A sense of humor will last you long after everything else has gone. When you’re both sitting there in your rocking chairs, decades after retirement and the kids have long since grown up, it may be all you have left. If it is, it will be enough.

Laughter is worth its weight in gold. A sense of humor is a very personal thing, and some people just make us laugh more than others. When you find the person who really makes you laugh more than anyone else, marry them. You’re almost guaranteed to admire them more, because anyone who makes you laugh will be hugely attractive—even if they’re not physically what you’d been anticipating.

 

You Can’t Change People

The fact is that you can’t ask people to change, and even if they wanted to, they couldn’t do it. Sure, they can modify their behavior, but they can’t change their personality. You might persuade your messy partner to hang up the bathroom towel instead of leaving it on the floor, but they’ll hang it up all crooked and it will still drive you mad.

You can’t turn them into a tidy person—only a messy one who hangs up the towel. In the meantime the kitchen will be a mess and the floor of the car will be disgusting (in your view, but not theirs). It’s not just a question of being messy or tidy. You can’t stop someone from being irresponsible, football-obsessed, a workaholic, shy, or easily stressed.

So, if you can’t live with these characteristics, don’t get involved with someone who has them. Whatever you do, don’t embark on a relationship with someone thinking, “I can’t cope with this bit of their personality, but that’s okay—I’ll change it.” You won’t. You’ll just make both of you miserable.

 

Don’t Paint New Partners with Old Brushes

We are programmed to assume that the future will work pretty much the same as the past, unless there’s a good reason to think otherwise. If your hair has always looked nicer brushed in the past, it’s wise to brush it again today if you want to look good. If you liked bananas the last time you ate one, you’ll probably like the next one. If you’ve always been good with numbers, a job that calls for good math skills shouldn’t be too much of a challenge. If your last partner cheated on you, your next partner will.

Whoa! Hold it! Rewind, rewind…scrap that last example. Yes, lots of things in life follow the same basic principle every time, but that doesn’t apply to partners. All those other examples were things about you, and you are still the same person. Each partner is new. It may well be the case that if your last partner cheated on you, they’ll probably cheat on their next partner, too. (But that’s not your problem any more.) However, this new partner comes with a clean sheet, and there’s nothing to say they resemble your last partner at all.
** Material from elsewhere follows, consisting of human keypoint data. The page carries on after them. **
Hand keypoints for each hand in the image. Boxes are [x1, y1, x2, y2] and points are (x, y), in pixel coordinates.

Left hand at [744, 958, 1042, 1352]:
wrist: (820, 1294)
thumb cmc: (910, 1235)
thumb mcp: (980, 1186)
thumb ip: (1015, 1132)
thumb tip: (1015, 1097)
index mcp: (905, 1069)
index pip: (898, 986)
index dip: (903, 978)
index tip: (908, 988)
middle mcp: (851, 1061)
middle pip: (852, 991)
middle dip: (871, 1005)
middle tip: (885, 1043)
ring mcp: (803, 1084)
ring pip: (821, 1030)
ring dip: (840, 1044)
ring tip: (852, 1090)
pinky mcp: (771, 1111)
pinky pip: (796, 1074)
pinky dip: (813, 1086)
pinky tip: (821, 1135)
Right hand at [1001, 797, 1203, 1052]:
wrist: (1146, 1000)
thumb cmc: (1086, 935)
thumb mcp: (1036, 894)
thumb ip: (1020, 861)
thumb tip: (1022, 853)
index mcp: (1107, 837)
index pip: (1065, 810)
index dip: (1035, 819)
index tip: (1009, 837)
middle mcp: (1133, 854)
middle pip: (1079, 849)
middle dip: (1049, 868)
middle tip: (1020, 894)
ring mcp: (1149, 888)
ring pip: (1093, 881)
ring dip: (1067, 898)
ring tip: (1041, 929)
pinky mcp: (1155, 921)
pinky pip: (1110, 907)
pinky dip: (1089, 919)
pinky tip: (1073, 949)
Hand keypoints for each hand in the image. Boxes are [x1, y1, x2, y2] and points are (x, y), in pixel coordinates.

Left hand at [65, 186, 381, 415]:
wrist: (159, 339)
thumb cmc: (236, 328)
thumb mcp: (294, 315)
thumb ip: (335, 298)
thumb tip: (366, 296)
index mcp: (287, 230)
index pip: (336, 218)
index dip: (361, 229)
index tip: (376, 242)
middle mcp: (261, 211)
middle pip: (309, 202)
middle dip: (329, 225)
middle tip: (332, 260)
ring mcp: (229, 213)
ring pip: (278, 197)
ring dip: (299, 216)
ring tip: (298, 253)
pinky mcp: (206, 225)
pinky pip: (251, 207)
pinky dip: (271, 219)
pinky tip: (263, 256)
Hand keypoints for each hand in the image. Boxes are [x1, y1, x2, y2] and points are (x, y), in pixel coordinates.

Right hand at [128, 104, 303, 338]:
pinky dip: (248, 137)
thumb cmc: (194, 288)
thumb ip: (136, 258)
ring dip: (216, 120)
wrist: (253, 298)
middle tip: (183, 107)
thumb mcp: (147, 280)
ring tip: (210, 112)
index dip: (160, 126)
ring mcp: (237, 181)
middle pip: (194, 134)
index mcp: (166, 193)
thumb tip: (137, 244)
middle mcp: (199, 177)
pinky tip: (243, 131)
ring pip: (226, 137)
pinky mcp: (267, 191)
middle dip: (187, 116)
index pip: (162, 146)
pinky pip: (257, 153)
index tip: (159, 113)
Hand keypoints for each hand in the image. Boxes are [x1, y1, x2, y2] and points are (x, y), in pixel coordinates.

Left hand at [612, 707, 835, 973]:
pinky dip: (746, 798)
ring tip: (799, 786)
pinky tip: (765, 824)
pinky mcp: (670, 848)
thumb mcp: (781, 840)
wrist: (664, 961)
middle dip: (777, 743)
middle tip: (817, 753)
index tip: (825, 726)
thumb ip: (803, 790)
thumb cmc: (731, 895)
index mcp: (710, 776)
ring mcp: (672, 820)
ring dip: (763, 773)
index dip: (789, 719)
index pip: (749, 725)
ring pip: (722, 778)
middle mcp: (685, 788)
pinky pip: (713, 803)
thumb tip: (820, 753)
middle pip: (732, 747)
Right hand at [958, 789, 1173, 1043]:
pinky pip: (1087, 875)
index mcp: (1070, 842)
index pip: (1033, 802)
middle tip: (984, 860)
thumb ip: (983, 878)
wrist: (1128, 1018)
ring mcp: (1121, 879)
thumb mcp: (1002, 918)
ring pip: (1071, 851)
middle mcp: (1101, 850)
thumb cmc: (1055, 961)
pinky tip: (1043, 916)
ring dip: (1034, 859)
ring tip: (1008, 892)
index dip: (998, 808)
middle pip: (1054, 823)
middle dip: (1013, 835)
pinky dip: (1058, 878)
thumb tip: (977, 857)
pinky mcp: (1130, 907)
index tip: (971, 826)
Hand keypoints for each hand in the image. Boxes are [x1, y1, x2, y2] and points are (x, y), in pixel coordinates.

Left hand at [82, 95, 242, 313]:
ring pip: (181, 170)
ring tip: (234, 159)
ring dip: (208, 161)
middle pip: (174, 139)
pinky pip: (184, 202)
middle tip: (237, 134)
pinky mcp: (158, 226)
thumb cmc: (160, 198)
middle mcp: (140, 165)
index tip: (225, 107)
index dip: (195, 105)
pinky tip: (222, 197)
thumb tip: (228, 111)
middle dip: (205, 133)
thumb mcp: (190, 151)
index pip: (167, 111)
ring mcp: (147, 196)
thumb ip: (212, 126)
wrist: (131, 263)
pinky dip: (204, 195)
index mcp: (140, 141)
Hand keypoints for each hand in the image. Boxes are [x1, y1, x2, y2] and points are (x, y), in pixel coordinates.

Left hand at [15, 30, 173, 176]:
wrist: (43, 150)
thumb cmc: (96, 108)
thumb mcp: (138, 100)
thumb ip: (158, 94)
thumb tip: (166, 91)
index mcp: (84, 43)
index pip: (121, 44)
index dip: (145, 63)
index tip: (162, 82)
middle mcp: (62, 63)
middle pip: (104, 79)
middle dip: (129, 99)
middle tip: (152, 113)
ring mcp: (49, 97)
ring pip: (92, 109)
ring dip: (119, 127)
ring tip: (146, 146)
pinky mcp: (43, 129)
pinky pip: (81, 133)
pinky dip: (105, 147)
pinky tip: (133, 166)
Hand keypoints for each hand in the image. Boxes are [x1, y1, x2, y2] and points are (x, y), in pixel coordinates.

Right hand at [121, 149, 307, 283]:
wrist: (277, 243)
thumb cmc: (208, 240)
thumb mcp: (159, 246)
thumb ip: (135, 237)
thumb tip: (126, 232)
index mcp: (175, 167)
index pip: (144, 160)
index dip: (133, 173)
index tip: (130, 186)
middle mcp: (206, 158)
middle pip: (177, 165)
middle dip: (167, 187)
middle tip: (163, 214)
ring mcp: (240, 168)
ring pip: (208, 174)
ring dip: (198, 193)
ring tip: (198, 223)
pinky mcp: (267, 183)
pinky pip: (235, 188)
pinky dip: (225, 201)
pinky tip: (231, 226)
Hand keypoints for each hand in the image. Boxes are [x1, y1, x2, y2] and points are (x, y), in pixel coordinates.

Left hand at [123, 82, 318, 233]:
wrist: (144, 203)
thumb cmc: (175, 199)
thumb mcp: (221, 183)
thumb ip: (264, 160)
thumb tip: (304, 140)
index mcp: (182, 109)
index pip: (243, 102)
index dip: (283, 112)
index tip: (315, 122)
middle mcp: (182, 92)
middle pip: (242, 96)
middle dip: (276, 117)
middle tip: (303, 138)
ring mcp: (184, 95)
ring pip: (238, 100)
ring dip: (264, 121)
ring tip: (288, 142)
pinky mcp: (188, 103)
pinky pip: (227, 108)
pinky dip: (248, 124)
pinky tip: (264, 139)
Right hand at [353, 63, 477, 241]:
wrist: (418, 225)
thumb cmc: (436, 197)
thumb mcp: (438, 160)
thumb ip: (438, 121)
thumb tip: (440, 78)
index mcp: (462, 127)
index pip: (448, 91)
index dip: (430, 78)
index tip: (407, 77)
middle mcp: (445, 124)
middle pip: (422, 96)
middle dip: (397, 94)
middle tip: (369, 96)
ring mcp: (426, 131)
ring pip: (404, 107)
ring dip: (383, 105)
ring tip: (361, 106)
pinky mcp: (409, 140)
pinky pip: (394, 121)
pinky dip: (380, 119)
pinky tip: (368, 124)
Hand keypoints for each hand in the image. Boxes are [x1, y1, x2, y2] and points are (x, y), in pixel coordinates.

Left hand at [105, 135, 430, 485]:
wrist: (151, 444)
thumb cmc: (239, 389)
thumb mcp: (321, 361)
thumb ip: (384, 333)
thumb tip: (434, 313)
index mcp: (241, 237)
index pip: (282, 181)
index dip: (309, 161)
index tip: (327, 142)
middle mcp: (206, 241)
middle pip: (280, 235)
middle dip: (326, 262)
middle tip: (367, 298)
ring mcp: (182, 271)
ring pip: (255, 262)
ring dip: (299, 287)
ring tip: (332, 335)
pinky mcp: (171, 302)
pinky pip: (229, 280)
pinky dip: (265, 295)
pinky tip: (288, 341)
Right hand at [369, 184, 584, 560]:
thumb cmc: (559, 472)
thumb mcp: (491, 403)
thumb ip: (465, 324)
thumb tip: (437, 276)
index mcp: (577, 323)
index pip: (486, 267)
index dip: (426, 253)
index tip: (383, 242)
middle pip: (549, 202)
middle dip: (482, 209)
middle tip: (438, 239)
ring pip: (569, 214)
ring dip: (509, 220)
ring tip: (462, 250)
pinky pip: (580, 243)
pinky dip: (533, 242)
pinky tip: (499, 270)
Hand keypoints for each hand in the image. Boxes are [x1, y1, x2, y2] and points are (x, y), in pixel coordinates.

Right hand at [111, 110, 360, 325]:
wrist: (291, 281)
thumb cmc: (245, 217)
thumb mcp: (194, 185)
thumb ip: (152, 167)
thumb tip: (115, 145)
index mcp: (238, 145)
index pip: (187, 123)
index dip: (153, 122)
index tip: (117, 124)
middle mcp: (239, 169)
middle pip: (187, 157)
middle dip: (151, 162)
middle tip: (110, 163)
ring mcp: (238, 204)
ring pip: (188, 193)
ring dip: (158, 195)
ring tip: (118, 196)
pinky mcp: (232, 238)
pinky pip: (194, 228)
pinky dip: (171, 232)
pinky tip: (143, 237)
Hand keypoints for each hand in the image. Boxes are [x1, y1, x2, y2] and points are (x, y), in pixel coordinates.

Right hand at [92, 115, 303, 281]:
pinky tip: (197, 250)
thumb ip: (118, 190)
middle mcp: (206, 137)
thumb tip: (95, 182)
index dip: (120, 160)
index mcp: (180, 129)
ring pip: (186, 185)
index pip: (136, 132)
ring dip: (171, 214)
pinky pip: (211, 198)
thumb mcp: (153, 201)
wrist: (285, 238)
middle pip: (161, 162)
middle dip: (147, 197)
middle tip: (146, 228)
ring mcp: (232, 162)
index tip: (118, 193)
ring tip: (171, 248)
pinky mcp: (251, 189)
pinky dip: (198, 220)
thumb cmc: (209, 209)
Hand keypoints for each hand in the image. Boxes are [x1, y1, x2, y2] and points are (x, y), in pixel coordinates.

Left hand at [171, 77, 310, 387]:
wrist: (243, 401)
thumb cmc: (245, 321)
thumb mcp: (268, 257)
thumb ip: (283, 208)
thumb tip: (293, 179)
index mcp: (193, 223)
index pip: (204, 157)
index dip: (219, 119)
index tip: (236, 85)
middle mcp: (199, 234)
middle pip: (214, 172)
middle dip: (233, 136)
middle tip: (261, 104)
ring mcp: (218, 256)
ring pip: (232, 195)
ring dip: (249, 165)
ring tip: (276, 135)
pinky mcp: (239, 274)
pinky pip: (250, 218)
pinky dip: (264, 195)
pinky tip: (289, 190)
In fact, if you really thought they did, what are you doing with them?

 

You Can’t Make Someone Love You

Sooner or later they will tell you that things just aren’t working out, but you don’t want to hear it. You try to persuade them to give you another chance. Maybe you try to change and become the person they really want. It’s all a bit humiliating really, but you don’t see it like that. You think it’s worth it to win their love.

Love just isn’t like that. You can jump through all the hoops you like, beat yourself up for not being able to match up to their standard (as you see it), damage your confidence and your self-esteem in the process, and still they won’t love you. They can’t. Maybe they’re gentle and apologetic about it, and maybe they’re unkind or even brutal.

The same scenario is played out in relationships the world over—where only one of the two is actually in love. Think through some of the couples you know and I bet you can think of examples where this is true.

Even supposing they could love you, if it requires you to keep jumping through all those hoops to hang on to them. It’s just not worth it. You need and deserve someone who loves you for who you are, not for who you’re pretending to be or trying to be. So as soon as you realize you’re with someone who doesn’t love you, you need to be brave and end the relationship before they do. You’ll feel bad about losing them, but great for holding on to your pride, and one day you’ll look back and realize how courageous you were and what a right decision it was.

 

Be Cruel to Be Kind

Now we’re turning the tables. Suppose you just can’t love the person you’re with? Sure, you like them, you enjoy their company, they make you laugh, or they listen when you’re upset, or they share your interests. You wouldn’t be with them if there weren’t a lot to like. But, you know you’ll never love them the way they love you.

You feel bad, of course—you’re a caring person. You wish you could love them, and you don’t want to hurt them. Maybe you’d be happy to keep hanging out with them anyway. I mean, if there’s no one else on the scene to go out with, and you want to go to the same places, and maybe the sex is good, and anyway you’d miss their family and their friends…yes, it would be easier to stay with them for now.

That’s not the answer. Not if you’re a Rules Player. The longer you stay with this person, the more hoops they’ll have to jump through (trying to make you love them), the more they’ll be hurt when you finally go (and you will go in the end), and the more time they’ll waste with the wrong person (you).

Nope. You’ve got to be cruel to be kind and end the thing now. I know it’s tough. If you care about this person, you’ll feel dreadful hurting them, but remind yourself it would hurt more if you left after a longer time. They deserve to be free to find someone who can love them in the way you can’t.